Work request:
Apart from the pictures, every part of the records below gets retyped exactly.

Stored data entries:
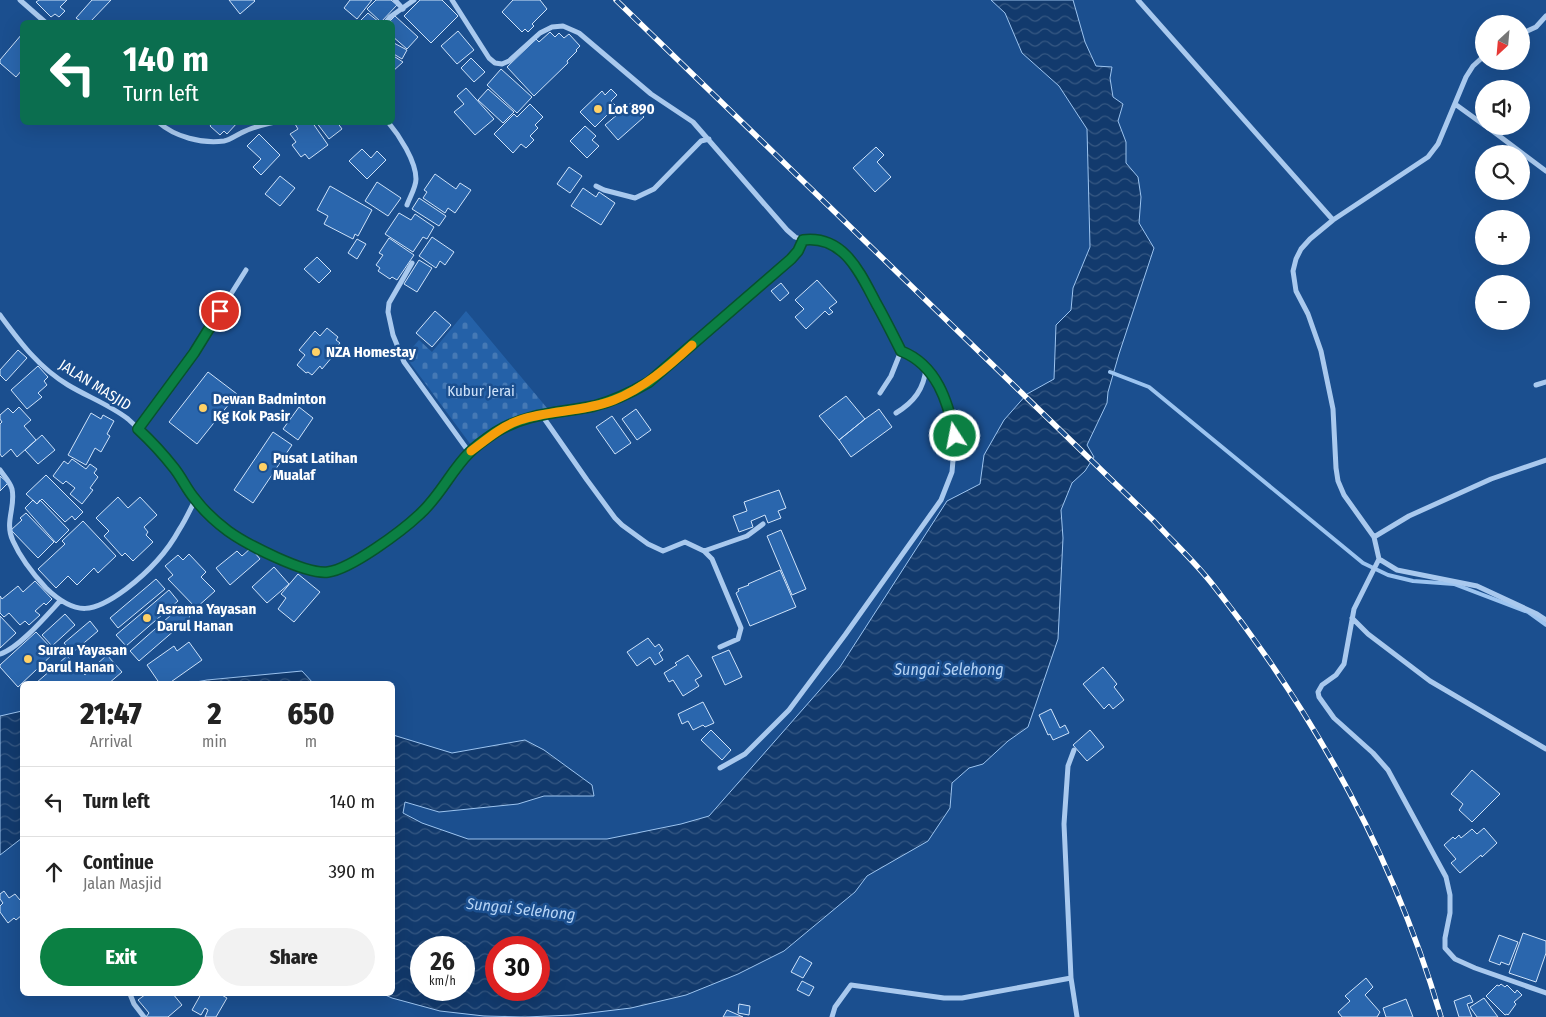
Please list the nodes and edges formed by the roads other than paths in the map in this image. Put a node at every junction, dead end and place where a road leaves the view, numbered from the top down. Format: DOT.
graph roads {
  1 [pos="20,0"];
  2 [pos="395,0"];
  3 [pos="414,0"];
  4 [pos="452,0"];
  5 [pos="1138,0"];
  6 [pos="403,9"];
  7 [pos="1546,16"];
  8 [pos="43,20"];
  9 [pos="388,20"];
  10 [pos="1530,30"];
  11 [pos="1475,64"];
  12 [pos="1455,104"];
  13 [pos="1475,119"];
  14 [pos="163,125"];
  15 [pos="264,125"];
  16 [pos="390,125"];
  17 [pos="1497,135"];
  18 [pos="709,139"];
  19 [pos="1546,171"];
  20 [pos="596,186"];
  21 [pos="407,205"];
  22 [pos="1333,220"];
  23 [pos="803,240"];
  24 [pos="412,263"];
  25 [pos="246,270"];
  26 [pos="0,315"];
  27 [pos="901,351"];
  28 [pos="926,368"];
  29 [pos="1546,382"];
  30 [pos="1536,385"];
  31 [pos="880,393"];
  32 [pos="896,413"];
  33 [pos="541,414"];
  34 [pos="138,429"];
  35 [pos="469,452"];
  36 [pos="1546,460"];
  37 [pos="0,470"];
  38 [pos="195,500"];
  39 [pos="763,524"];
  40 [pos="1374,538"];
  41 [pos="704,551"];
  42 [pos="1377,562"];
  43 [pos="60,601"];
  44 [pos="1352,618"];
  45 [pos="1546,620"];
  46 [pos="720,647"];
  47 [pos="0,654"];
  48 [pos="1546,749"];
  49 [pos="1074,750"];
  50 [pos="720,768"];
  51 [pos="1071,978"];
  52 [pos="1546,993"];
  53 [pos="131,996"];
  54 [pos="144,1017"];
  55 [pos="832,1017"];
  56 [pos="1077,1017"];
  1 -- 8 [label="street"];
  2 -- 6 [label="street"];
  3 -- 6 [label="street"];
  4 -- 18 [label="street"];
  5 -- 22 [label="street"];
  6 -- 9 [label="street"];
  7 -- 10 [label="street"];
  11 -- 12 [label="street"];
  12 -- 13 [label="street"];
  12 -- 22 [label="street"];
  14 -- 15 [label="street"];
  16 -- 21 [label="street"];
  17 -- 19 [label="street"];
  18 -- 20 [label="street"];
  18 -- 23 [label="street"];
  22 -- 40 [label="street"];
  23 -- 27 [label="street"];
  23 -- 33 [label="street, JALAN MASJID"];
  24 -- 35 [label="street"];
  25 -- 34 [label="street"];
  26 -- 34 [label="street, JALAN MASJID"];
  27 -- 28 [label="street"];
  27 -- 31 [label="street"];
  28 -- 32 [label="street"];
  28 -- 50 [label="street"];
  29 -- 30 [label="street"];
  33 -- 35 [label="street, JALAN MASJID"];
  33 -- 41 [label="street"];
  34 -- 38 [label="street, JALAN MASJID"];
  35 -- 38 [label="street, JALAN MASJID"];
  36 -- 40 [label="street"];
  37 -- 43 [label="street"];
  38 -- 43 [label="street"];
  39 -- 41 [label="street"];
  40 -- 42 [label="street"];
  41 -- 46 [label="street"];
  42 -- 44 [label="street"];
  42 -- 45 [label="street"];
  43 -- 47 [label="street"];
  44 -- 48 [label="street"];
  44 -- 52 [label="street"];
  49 -- 51 [label="street"];
  51 -- 55 [label="street"];
  51 -- 56 [label="street"];
  53 -- 54 [label="street"];
}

Final answer:
Please list the nodes and edges formed by the roads other than paths in the map in this image. Put a node at every junction, dead end and place where a road leaves the view, numbered from the top down. Format: DOT.
graph roads {
  1 [pos="20,0"];
  2 [pos="395,0"];
  3 [pos="414,0"];
  4 [pos="452,0"];
  5 [pos="1138,0"];
  6 [pos="403,9"];
  7 [pos="1546,16"];
  8 [pos="43,20"];
  9 [pos="388,20"];
  10 [pos="1530,30"];
  11 [pos="1475,64"];
  12 [pos="1455,104"];
  13 [pos="1475,119"];
  14 [pos="163,125"];
  15 [pos="264,125"];
  16 [pos="390,125"];
  17 [pos="1497,135"];
  18 [pos="709,139"];
  19 [pos="1546,171"];
  20 [pos="596,186"];
  21 [pos="407,205"];
  22 [pos="1333,220"];
  23 [pos="803,240"];
  24 [pos="412,263"];
  25 [pos="246,270"];
  26 [pos="0,315"];
  27 [pos="901,351"];
  28 [pos="926,368"];
  29 [pos="1546,382"];
  30 [pos="1536,385"];
  31 [pos="880,393"];
  32 [pos="896,413"];
  33 [pos="541,414"];
  34 [pos="138,429"];
  35 [pos="469,452"];
  36 [pos="1546,460"];
  37 [pos="0,470"];
  38 [pos="195,500"];
  39 [pos="763,524"];
  40 [pos="1374,538"];
  41 [pos="704,551"];
  42 [pos="1377,562"];
  43 [pos="60,601"];
  44 [pos="1352,618"];
  45 [pos="1546,620"];
  46 [pos="720,647"];
  47 [pos="0,654"];
  48 [pos="1546,749"];
  49 [pos="1074,750"];
  50 [pos="720,768"];
  51 [pos="1071,978"];
  52 [pos="1546,993"];
  53 [pos="131,996"];
  54 [pos="144,1017"];
  55 [pos="832,1017"];
  56 [pos="1077,1017"];
  1 -- 8 [label="street"];
  2 -- 6 [label="street"];
  3 -- 6 [label="street"];
  4 -- 18 [label="street"];
  5 -- 22 [label="street"];
  6 -- 9 [label="street"];
  7 -- 10 [label="street"];
  11 -- 12 [label="street"];
  12 -- 13 [label="street"];
  12 -- 22 [label="street"];
  14 -- 15 [label="street"];
  16 -- 21 [label="street"];
  17 -- 19 [label="street"];
  18 -- 20 [label="street"];
  18 -- 23 [label="street"];
  22 -- 40 [label="street"];
  23 -- 27 [label="street"];
  23 -- 33 [label="street, JALAN MASJID"];
  24 -- 35 [label="street"];
  25 -- 34 [label="street"];
  26 -- 34 [label="street, JALAN MASJID"];
  27 -- 28 [label="street"];
  27 -- 31 [label="street"];
  28 -- 32 [label="street"];
  28 -- 50 [label="street"];
  29 -- 30 [label="street"];
  33 -- 35 [label="street, JALAN MASJID"];
  33 -- 41 [label="street"];
  34 -- 38 [label="street, JALAN MASJID"];
  35 -- 38 [label="street, JALAN MASJID"];
  36 -- 40 [label="street"];
  37 -- 43 [label="street"];
  38 -- 43 [label="street"];
  39 -- 41 [label="street"];
  40 -- 42 [label="street"];
  41 -- 46 [label="street"];
  42 -- 44 [label="street"];
  42 -- 45 [label="street"];
  43 -- 47 [label="street"];
  44 -- 48 [label="street"];
  44 -- 52 [label="street"];
  49 -- 51 [label="street"];
  51 -- 55 [label="street"];
  51 -- 56 [label="street"];
  53 -- 54 [label="street"];
}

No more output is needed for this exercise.